TRY IT:
In full and without edits, write out the data that follows.

SOURCE MATERIAL:
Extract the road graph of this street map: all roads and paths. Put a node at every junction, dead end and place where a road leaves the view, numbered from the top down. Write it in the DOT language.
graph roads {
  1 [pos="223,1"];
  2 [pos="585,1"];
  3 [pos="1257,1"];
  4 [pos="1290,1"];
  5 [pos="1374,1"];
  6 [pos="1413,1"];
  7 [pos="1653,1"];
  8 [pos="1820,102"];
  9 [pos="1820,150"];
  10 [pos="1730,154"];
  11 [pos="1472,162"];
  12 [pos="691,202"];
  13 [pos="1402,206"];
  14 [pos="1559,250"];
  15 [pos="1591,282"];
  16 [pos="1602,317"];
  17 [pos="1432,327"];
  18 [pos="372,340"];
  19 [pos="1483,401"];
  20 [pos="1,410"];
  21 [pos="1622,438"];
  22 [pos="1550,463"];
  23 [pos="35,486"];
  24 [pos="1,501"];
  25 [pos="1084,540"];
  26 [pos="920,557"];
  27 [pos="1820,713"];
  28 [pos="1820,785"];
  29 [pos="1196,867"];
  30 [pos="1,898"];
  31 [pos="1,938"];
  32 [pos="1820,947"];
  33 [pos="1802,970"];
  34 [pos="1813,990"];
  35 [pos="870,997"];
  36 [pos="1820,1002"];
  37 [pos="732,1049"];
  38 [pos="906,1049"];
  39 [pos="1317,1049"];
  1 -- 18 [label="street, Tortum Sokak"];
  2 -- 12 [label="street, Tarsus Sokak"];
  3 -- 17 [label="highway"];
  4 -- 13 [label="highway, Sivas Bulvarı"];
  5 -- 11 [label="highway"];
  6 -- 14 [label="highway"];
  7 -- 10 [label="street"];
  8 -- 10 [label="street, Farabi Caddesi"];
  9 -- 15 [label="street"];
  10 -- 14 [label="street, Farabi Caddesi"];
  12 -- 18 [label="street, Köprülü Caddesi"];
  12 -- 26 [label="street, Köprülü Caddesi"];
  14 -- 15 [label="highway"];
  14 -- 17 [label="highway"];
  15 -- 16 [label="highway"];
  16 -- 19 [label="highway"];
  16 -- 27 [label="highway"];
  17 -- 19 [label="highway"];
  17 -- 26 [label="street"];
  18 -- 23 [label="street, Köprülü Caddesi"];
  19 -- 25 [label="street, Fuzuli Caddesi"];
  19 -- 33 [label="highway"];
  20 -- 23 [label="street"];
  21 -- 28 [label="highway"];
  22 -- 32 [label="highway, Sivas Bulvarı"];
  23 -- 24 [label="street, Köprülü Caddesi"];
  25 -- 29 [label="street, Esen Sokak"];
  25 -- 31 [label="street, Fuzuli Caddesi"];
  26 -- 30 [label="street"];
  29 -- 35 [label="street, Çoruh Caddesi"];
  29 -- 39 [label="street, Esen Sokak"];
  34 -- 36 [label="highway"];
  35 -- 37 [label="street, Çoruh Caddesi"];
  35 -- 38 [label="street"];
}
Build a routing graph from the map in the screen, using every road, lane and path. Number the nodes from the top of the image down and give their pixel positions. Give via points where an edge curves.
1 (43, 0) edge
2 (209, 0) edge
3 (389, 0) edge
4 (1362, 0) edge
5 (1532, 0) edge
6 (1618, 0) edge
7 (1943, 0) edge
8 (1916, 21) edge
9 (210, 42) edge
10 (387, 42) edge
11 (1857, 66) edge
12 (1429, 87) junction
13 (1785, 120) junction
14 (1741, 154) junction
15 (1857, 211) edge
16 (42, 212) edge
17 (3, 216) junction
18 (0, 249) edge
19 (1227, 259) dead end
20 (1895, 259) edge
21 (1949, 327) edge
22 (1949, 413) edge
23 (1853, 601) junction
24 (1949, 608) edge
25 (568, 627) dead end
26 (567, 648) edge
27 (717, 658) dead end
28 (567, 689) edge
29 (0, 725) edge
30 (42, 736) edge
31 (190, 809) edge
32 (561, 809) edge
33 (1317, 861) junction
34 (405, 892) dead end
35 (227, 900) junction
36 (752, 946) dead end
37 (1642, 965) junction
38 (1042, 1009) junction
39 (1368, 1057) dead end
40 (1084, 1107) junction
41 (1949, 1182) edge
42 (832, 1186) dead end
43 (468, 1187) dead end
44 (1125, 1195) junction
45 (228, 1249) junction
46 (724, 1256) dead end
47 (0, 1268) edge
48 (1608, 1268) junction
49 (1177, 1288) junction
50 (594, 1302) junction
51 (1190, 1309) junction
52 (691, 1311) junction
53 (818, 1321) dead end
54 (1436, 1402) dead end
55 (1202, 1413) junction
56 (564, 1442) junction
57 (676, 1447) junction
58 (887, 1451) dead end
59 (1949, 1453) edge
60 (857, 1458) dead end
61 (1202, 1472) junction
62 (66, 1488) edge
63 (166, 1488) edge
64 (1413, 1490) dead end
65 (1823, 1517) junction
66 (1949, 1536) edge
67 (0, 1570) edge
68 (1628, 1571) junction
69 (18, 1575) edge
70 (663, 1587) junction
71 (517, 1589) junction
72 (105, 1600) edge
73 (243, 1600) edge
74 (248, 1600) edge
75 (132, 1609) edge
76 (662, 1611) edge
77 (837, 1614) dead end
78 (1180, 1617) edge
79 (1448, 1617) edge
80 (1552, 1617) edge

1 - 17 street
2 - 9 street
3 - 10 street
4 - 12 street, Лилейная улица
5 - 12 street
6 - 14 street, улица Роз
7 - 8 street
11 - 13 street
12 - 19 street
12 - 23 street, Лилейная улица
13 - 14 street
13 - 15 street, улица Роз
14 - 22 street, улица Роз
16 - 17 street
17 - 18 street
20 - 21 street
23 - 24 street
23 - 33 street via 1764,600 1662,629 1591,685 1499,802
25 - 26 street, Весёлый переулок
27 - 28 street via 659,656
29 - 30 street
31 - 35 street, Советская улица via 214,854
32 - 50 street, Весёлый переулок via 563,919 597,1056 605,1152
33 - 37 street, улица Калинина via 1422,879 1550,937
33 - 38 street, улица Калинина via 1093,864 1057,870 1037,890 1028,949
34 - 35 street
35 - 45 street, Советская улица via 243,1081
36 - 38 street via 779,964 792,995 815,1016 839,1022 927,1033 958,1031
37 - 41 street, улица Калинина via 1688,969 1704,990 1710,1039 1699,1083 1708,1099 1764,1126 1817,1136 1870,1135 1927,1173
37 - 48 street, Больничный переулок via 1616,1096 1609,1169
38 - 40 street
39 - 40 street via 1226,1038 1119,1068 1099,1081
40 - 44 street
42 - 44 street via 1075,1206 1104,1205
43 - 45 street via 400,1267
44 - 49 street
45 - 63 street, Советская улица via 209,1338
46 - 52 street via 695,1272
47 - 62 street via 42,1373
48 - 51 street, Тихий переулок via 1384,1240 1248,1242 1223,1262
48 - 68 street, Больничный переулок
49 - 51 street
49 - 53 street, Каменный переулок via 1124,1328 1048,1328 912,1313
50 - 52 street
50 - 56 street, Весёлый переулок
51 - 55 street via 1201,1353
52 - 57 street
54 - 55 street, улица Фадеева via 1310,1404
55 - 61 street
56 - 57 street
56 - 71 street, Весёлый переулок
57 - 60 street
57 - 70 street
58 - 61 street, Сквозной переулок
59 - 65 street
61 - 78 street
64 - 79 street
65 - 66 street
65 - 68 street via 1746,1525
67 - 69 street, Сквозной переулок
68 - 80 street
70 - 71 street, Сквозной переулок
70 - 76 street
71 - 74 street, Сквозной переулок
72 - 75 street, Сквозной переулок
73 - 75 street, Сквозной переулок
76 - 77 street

YOUR SOLUTION:
Extract the road graph of this street map: all roads and paths. Put a node at every junction, dead end and place where a road leaves the view, numbered from the top down. Write it in the DOT language.
graph roads {
  1 [pos="223,1"];
  2 [pos="585,1"];
  3 [pos="1257,1"];
  4 [pos="1290,1"];
  5 [pos="1374,1"];
  6 [pos="1413,1"];
  7 [pos="1653,1"];
  8 [pos="1820,102"];
  9 [pos="1820,150"];
  10 [pos="1730,154"];
  11 [pos="1472,162"];
  12 [pos="691,202"];
  13 [pos="1402,206"];
  14 [pos="1559,250"];
  15 [pos="1591,282"];
  16 [pos="1602,317"];
  17 [pos="1432,327"];
  18 [pos="372,340"];
  19 [pos="1483,401"];
  20 [pos="1,410"];
  21 [pos="1622,438"];
  22 [pos="1550,463"];
  23 [pos="35,486"];
  24 [pos="1,501"];
  25 [pos="1084,540"];
  26 [pos="920,557"];
  27 [pos="1820,713"];
  28 [pos="1820,785"];
  29 [pos="1196,867"];
  30 [pos="1,898"];
  31 [pos="1,938"];
  32 [pos="1820,947"];
  33 [pos="1802,970"];
  34 [pos="1813,990"];
  35 [pos="870,997"];
  36 [pos="1820,1002"];
  37 [pos="732,1049"];
  38 [pos="906,1049"];
  39 [pos="1317,1049"];
  1 -- 18 [label="street, Tortum Sokak"];
  2 -- 12 [label="street, Tarsus Sokak"];
  3 -- 17 [label="highway"];
  4 -- 13 [label="highway, Sivas Bulvarı"];
  5 -- 11 [label="highway"];
  6 -- 14 [label="highway"];
  7 -- 10 [label="street"];
  8 -- 10 [label="street, Farabi Caddesi"];
  9 -- 15 [label="street"];
  10 -- 14 [label="street, Farabi Caddesi"];
  12 -- 18 [label="street, Köprülü Caddesi"];
  12 -- 26 [label="street, Köprülü Caddesi"];
  14 -- 15 [label="highway"];
  14 -- 17 [label="highway"];
  15 -- 16 [label="highway"];
  16 -- 19 [label="highway"];
  16 -- 27 [label="highway"];
  17 -- 19 [label="highway"];
  17 -- 26 [label="street"];
  18 -- 23 [label="street, Köprülü Caddesi"];
  19 -- 25 [label="street, Fuzuli Caddesi"];
  19 -- 33 [label="highway"];
  20 -- 23 [label="street"];
  21 -- 28 [label="highway"];
  22 -- 32 [label="highway, Sivas Bulvarı"];
  23 -- 24 [label="street, Köprülü Caddesi"];
  25 -- 29 [label="street, Esen Sokak"];
  25 -- 31 [label="street, Fuzuli Caddesi"];
  26 -- 30 [label="street"];
  29 -- 35 [label="street, Çoruh Caddesi"];
  29 -- 39 [label="street, Esen Sokak"];
  34 -- 36 [label="highway"];
  35 -- 37 [label="street, Çoruh Caddesi"];
  35 -- 38 [label="street"];
}
Build a routing graph from the map in the screen, using every road, lane and path. Number the nodes from the top of the image down and give their pixel positions. Give via points where an edge curves.
1 (43, 0) edge
2 (209, 0) edge
3 (389, 0) edge
4 (1362, 0) edge
5 (1532, 0) edge
6 (1618, 0) edge
7 (1943, 0) edge
8 (1916, 21) edge
9 (210, 42) edge
10 (387, 42) edge
11 (1857, 66) edge
12 (1429, 87) junction
13 (1785, 120) junction
14 (1741, 154) junction
15 (1857, 211) edge
16 (42, 212) edge
17 (3, 216) junction
18 (0, 249) edge
19 (1227, 259) dead end
20 (1895, 259) edge
21 (1949, 327) edge
22 (1949, 413) edge
23 (1853, 601) junction
24 (1949, 608) edge
25 (568, 627) dead end
26 (567, 648) edge
27 (717, 658) dead end
28 (567, 689) edge
29 (0, 725) edge
30 (42, 736) edge
31 (190, 809) edge
32 (561, 809) edge
33 (1317, 861) junction
34 (405, 892) dead end
35 (227, 900) junction
36 (752, 946) dead end
37 (1642, 965) junction
38 (1042, 1009) junction
39 (1368, 1057) dead end
40 (1084, 1107) junction
41 (1949, 1182) edge
42 (832, 1186) dead end
43 (468, 1187) dead end
44 (1125, 1195) junction
45 (228, 1249) junction
46 (724, 1256) dead end
47 (0, 1268) edge
48 (1608, 1268) junction
49 (1177, 1288) junction
50 (594, 1302) junction
51 (1190, 1309) junction
52 (691, 1311) junction
53 (818, 1321) dead end
54 (1436, 1402) dead end
55 (1202, 1413) junction
56 (564, 1442) junction
57 (676, 1447) junction
58 (887, 1451) dead end
59 (1949, 1453) edge
60 (857, 1458) dead end
61 (1202, 1472) junction
62 (66, 1488) edge
63 (166, 1488) edge
64 (1413, 1490) dead end
65 (1823, 1517) junction
66 (1949, 1536) edge
67 (0, 1570) edge
68 (1628, 1571) junction
69 (18, 1575) edge
70 (663, 1587) junction
71 (517, 1589) junction
72 (105, 1600) edge
73 (243, 1600) edge
74 (248, 1600) edge
75 (132, 1609) edge
76 (662, 1611) edge
77 (837, 1614) dead end
78 (1180, 1617) edge
79 (1448, 1617) edge
80 (1552, 1617) edge

1 - 17 street
2 - 9 street
3 - 10 street
4 - 12 street, Лилейная улица
5 - 12 street
6 - 14 street, улица Роз
7 - 8 street
11 - 13 street
12 - 19 street
12 - 23 street, Лилейная улица
13 - 14 street
13 - 15 street, улица Роз
14 - 22 street, улица Роз
16 - 17 street
17 - 18 street
20 - 21 street
23 - 24 street
23 - 33 street via 1764,600 1662,629 1591,685 1499,802
25 - 26 street, Весёлый переулок
27 - 28 street via 659,656
29 - 30 street
31 - 35 street, Советская улица via 214,854
32 - 50 street, Весёлый переулок via 563,919 597,1056 605,1152
33 - 37 street, улица Калинина via 1422,879 1550,937
33 - 38 street, улица Калинина via 1093,864 1057,870 1037,890 1028,949
34 - 35 street
35 - 45 street, Советская улица via 243,1081
36 - 38 street via 779,964 792,995 815,1016 839,1022 927,1033 958,1031
37 - 41 street, улица Калинина via 1688,969 1704,990 1710,1039 1699,1083 1708,1099 1764,1126 1817,1136 1870,1135 1927,1173
37 - 48 street, Больничный переулок via 1616,1096 1609,1169
38 - 40 street
39 - 40 street via 1226,1038 1119,1068 1099,1081
40 - 44 street
42 - 44 street via 1075,1206 1104,1205
43 - 45 street via 400,1267
44 - 49 street
45 - 63 street, Советская улица via 209,1338
46 - 52 street via 695,1272
47 - 62 street via 42,1373
48 - 51 street, Тихий переулок via 1384,1240 1248,1242 1223,1262
48 - 68 street, Больничный переулок
49 - 51 street
49 - 53 street, Каменный переулок via 1124,1328 1048,1328 912,1313
50 - 52 street
50 - 56 street, Весёлый переулок
51 - 55 street via 1201,1353
52 - 57 street
54 - 55 street, улица Фадеева via 1310,1404
55 - 61 street
56 - 57 street
56 - 71 street, Весёлый переулок
57 - 60 street
57 - 70 street
58 - 61 street, Сквозной переулок
59 - 65 street
61 - 78 street
64 - 79 street
65 - 66 street
65 - 68 street via 1746,1525
67 - 69 street, Сквозной переулок
68 - 80 street
70 - 71 street, Сквозной переулок
70 - 76 street
71 - 74 street, Сквозной переулок
72 - 75 street, Сквозной переулок
73 - 75 street, Сквозной переулок
76 - 77 street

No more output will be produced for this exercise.